» **Work to be completed**: Copy out each line containing "Suka" from the entries below.

⁂

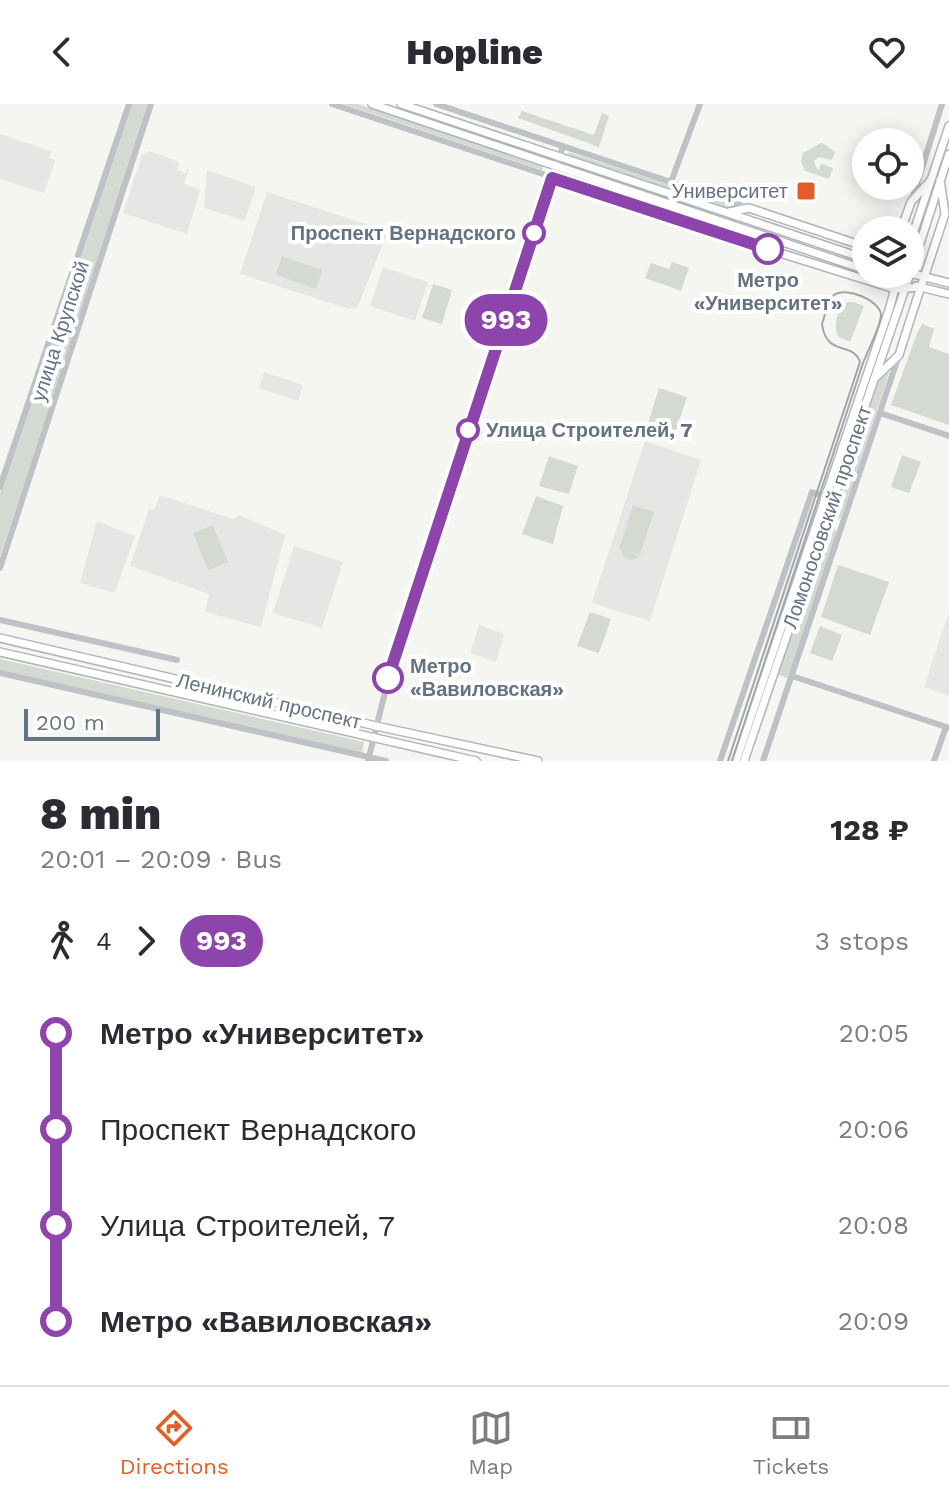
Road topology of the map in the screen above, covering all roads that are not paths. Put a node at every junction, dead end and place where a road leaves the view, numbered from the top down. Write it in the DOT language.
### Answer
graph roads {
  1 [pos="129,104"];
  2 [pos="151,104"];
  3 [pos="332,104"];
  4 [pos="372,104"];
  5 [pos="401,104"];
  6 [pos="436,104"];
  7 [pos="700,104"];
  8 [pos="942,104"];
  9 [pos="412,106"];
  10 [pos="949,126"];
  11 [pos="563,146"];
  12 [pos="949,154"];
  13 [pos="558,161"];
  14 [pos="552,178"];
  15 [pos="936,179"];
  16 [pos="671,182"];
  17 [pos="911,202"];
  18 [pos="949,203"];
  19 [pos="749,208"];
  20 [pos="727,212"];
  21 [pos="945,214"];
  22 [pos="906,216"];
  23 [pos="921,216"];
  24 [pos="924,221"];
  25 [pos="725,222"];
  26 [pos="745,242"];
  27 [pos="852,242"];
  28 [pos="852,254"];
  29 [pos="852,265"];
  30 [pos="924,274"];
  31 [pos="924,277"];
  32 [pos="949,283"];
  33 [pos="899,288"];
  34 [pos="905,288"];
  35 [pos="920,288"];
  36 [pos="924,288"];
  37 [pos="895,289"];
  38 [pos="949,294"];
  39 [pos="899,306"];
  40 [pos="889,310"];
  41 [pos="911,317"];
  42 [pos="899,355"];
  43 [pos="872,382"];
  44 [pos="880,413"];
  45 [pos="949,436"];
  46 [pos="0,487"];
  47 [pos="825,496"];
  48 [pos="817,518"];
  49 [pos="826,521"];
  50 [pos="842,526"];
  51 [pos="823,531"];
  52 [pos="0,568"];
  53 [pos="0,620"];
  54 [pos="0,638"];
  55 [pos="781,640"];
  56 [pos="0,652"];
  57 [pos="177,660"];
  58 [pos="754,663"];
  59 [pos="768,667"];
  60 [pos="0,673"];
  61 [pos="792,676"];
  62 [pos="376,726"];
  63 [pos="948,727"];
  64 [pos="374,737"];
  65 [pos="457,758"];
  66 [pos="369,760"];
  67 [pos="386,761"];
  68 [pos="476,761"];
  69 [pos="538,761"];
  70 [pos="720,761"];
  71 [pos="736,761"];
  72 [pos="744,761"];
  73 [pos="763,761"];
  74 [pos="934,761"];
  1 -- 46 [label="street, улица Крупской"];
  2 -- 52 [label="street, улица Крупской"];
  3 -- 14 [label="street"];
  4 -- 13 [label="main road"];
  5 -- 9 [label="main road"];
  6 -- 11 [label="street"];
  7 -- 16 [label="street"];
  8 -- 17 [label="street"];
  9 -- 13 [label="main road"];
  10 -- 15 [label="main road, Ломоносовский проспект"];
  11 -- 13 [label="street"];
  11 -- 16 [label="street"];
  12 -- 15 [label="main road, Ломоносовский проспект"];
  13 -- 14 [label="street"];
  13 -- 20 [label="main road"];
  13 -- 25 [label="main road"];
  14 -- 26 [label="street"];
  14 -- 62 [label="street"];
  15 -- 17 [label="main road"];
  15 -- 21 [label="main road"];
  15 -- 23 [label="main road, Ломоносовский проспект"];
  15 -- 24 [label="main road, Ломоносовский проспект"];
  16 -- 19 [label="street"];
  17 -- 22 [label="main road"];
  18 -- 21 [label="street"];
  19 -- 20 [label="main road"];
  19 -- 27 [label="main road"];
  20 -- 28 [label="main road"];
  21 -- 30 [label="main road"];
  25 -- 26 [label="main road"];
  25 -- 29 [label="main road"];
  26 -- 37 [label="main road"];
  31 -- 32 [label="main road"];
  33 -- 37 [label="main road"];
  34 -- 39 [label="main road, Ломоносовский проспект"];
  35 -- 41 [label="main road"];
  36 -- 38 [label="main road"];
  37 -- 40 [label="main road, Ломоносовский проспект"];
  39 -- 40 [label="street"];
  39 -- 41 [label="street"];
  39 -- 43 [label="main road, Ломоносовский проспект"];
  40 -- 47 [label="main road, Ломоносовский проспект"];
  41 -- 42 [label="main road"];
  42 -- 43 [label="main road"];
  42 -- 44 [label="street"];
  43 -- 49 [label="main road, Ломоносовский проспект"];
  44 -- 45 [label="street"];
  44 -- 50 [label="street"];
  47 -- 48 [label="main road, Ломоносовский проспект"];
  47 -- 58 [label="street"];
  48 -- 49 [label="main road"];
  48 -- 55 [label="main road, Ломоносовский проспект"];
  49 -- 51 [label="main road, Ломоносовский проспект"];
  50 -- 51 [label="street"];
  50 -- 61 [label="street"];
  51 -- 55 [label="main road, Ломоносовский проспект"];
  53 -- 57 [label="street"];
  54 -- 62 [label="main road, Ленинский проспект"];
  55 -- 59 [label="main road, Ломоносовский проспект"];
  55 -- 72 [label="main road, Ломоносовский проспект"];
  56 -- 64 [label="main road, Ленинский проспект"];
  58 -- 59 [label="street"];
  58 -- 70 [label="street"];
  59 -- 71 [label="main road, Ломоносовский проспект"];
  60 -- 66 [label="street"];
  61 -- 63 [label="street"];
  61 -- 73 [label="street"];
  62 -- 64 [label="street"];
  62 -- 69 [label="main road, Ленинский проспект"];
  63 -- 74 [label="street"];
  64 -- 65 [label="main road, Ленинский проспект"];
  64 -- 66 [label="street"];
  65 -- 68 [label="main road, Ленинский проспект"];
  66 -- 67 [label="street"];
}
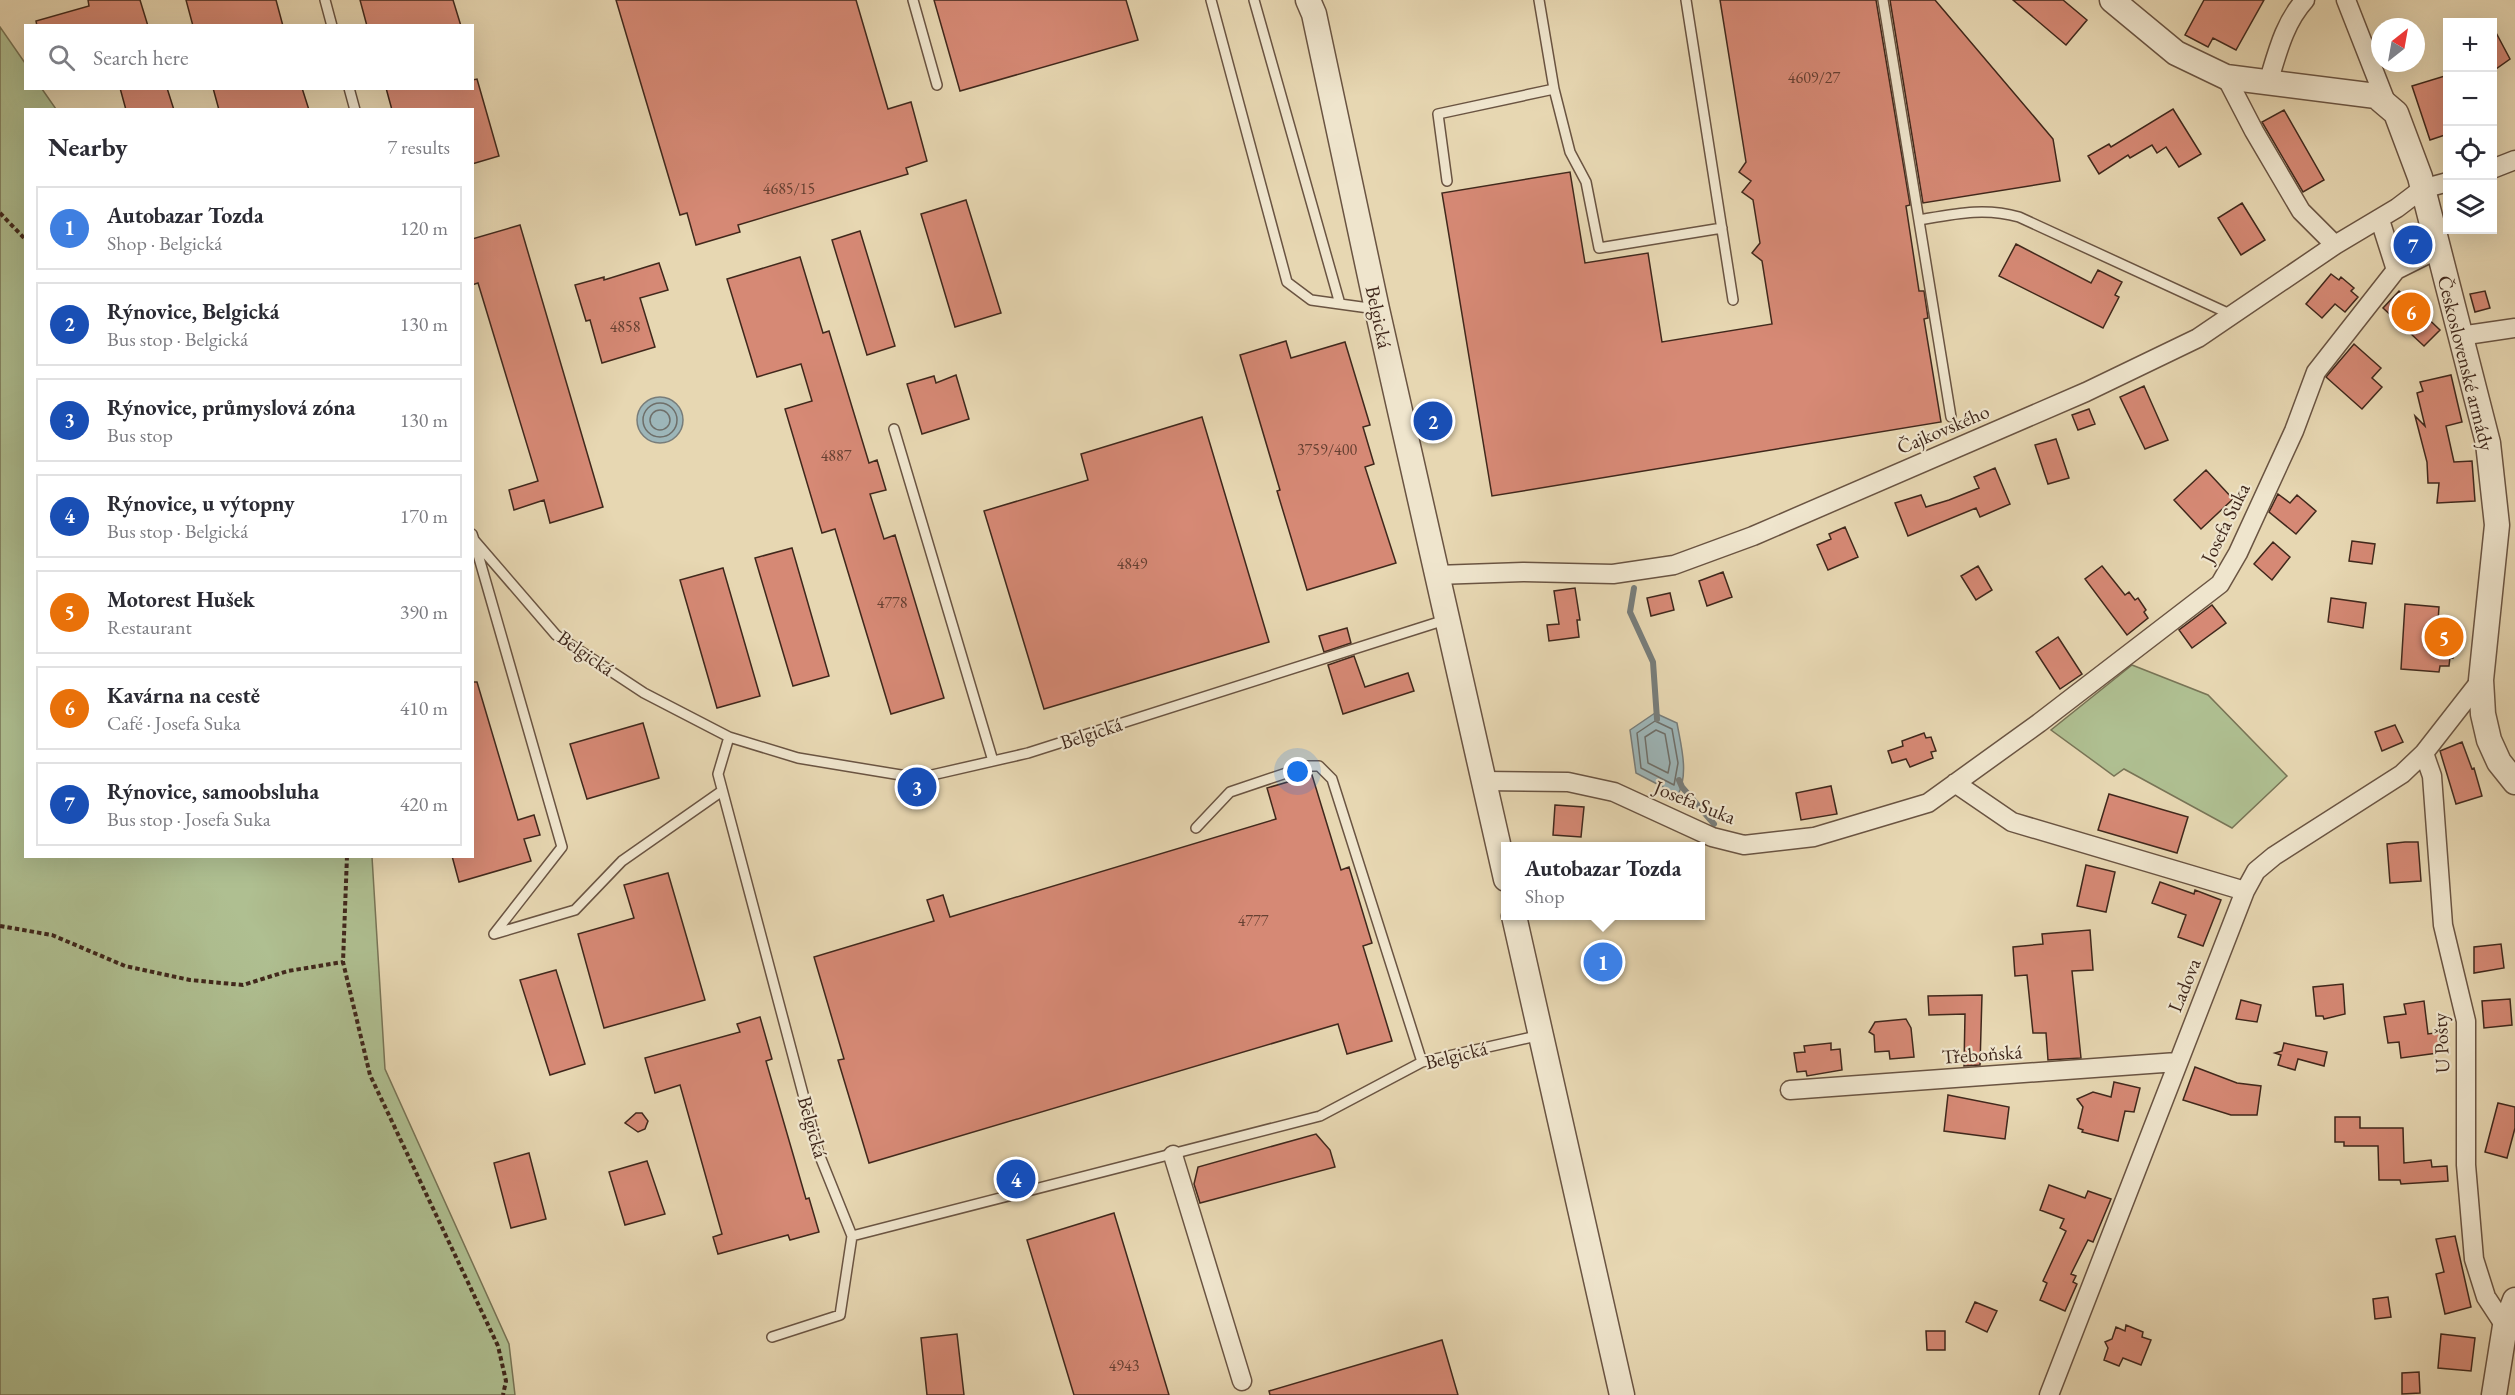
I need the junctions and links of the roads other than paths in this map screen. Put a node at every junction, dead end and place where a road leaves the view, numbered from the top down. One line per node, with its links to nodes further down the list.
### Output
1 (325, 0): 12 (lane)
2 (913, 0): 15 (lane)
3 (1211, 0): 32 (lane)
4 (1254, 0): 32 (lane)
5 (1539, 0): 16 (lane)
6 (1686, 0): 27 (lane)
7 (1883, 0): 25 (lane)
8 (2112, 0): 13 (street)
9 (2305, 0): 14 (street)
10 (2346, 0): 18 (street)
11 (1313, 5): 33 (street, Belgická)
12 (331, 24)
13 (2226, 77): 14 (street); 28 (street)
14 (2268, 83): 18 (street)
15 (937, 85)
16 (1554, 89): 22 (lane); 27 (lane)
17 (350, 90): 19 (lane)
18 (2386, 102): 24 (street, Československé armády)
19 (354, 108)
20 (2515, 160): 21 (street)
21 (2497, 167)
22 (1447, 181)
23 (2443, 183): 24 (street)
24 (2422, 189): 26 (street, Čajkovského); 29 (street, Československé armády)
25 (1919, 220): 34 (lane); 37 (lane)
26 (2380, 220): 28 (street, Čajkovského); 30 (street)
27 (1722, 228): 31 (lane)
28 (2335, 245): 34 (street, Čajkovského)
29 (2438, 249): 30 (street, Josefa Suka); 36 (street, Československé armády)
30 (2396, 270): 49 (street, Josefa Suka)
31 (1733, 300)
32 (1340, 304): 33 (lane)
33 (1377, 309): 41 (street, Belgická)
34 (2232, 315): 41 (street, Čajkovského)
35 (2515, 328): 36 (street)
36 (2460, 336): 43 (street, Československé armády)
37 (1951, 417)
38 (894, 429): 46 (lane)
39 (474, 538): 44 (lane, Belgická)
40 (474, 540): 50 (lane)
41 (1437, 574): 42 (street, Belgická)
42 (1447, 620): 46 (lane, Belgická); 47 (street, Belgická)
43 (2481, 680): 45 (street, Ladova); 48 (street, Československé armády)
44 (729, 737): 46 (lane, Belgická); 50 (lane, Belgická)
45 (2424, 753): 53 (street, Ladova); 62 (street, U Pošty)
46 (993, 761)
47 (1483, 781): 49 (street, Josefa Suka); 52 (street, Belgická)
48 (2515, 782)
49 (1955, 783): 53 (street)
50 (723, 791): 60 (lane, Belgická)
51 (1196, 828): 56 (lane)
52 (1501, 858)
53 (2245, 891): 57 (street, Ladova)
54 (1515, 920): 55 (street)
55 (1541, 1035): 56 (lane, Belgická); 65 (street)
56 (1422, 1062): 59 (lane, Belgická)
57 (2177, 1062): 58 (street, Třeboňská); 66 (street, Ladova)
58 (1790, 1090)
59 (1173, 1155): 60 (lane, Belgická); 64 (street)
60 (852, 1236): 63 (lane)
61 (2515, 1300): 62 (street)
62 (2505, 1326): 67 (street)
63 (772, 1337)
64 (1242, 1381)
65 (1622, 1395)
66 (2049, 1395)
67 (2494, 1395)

⁂

» **Reply to the task**:
29 (2438, 249): 30 (street, Josefa Suka); 36 (street, Československé armády)
30 (2396, 270): 49 (street, Josefa Suka)
47 (1483, 781): 49 (street, Josefa Suka); 52 (street, Belgická)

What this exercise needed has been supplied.